▸ **WHAT YOU WILL DO**:
In the records that follow, count the lines where the string "Left" appears, and give the count with nothing added.

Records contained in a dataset
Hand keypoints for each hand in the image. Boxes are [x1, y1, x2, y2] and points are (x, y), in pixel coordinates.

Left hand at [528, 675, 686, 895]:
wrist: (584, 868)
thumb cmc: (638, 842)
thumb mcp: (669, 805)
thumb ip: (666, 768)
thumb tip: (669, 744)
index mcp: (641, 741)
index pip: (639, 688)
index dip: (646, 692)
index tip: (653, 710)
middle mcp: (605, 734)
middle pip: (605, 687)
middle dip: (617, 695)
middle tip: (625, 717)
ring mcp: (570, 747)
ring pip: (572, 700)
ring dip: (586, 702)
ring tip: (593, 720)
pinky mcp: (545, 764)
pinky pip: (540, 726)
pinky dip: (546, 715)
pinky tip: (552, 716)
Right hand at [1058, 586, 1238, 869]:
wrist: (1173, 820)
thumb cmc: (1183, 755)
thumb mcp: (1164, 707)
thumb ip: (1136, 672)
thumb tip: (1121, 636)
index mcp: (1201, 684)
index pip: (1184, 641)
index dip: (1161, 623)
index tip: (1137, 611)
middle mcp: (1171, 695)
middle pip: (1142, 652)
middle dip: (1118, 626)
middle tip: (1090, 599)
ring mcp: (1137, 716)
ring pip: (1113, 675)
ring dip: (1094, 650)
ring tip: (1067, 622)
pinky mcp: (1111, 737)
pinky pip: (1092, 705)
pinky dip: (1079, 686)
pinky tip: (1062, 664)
--
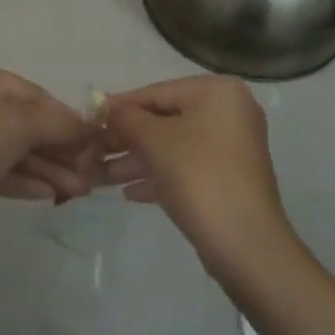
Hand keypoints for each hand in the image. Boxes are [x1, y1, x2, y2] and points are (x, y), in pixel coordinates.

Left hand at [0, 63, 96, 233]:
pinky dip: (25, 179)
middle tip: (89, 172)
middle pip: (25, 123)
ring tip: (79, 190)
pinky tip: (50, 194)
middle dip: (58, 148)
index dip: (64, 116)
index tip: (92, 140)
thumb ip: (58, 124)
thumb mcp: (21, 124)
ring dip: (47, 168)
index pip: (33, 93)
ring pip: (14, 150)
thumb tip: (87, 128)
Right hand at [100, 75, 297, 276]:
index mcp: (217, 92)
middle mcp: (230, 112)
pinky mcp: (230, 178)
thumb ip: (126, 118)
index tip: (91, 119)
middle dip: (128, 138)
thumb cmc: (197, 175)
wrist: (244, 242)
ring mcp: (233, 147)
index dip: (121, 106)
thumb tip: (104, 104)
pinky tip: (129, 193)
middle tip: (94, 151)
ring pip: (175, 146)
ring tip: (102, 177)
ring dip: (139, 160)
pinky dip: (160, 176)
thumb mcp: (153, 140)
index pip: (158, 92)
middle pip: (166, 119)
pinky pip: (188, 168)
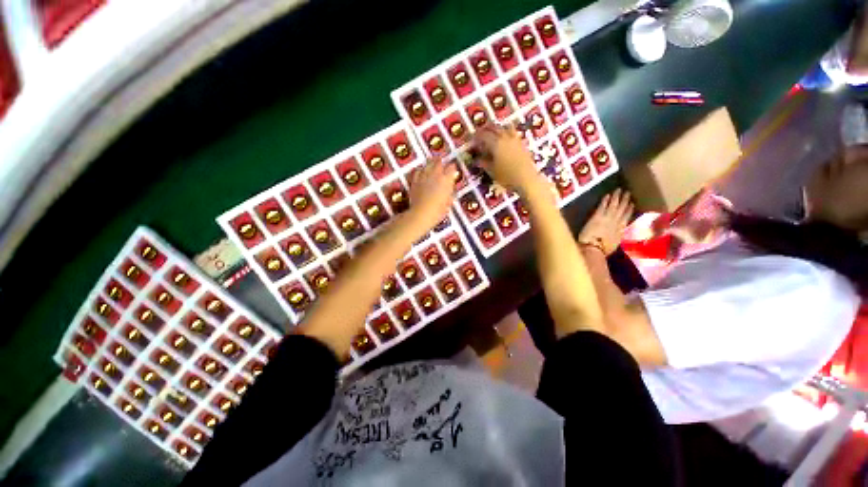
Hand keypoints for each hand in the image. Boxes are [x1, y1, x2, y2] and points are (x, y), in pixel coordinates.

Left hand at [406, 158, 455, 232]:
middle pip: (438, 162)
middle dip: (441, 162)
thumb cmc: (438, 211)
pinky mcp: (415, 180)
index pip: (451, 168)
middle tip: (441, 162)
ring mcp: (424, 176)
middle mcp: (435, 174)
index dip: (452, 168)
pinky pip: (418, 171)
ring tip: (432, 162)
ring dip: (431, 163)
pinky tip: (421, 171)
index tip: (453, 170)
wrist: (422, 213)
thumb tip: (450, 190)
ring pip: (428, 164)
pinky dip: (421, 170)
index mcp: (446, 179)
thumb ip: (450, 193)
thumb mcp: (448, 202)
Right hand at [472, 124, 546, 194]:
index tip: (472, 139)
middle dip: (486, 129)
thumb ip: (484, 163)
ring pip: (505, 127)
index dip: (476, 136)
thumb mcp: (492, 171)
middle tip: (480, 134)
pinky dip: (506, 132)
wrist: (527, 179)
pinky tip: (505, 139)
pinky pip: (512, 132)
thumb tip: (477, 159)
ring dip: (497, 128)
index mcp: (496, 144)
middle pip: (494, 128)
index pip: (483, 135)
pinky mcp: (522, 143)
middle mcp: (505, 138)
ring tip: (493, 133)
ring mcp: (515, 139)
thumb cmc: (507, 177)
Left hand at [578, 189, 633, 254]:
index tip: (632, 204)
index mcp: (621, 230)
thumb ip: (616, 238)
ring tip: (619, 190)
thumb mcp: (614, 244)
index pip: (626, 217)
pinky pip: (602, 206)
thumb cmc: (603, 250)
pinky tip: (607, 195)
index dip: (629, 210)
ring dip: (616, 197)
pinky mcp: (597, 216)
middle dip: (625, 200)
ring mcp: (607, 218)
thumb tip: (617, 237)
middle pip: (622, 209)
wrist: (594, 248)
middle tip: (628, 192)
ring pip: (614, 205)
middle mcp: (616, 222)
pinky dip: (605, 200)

▸ **SOLUTION**:
4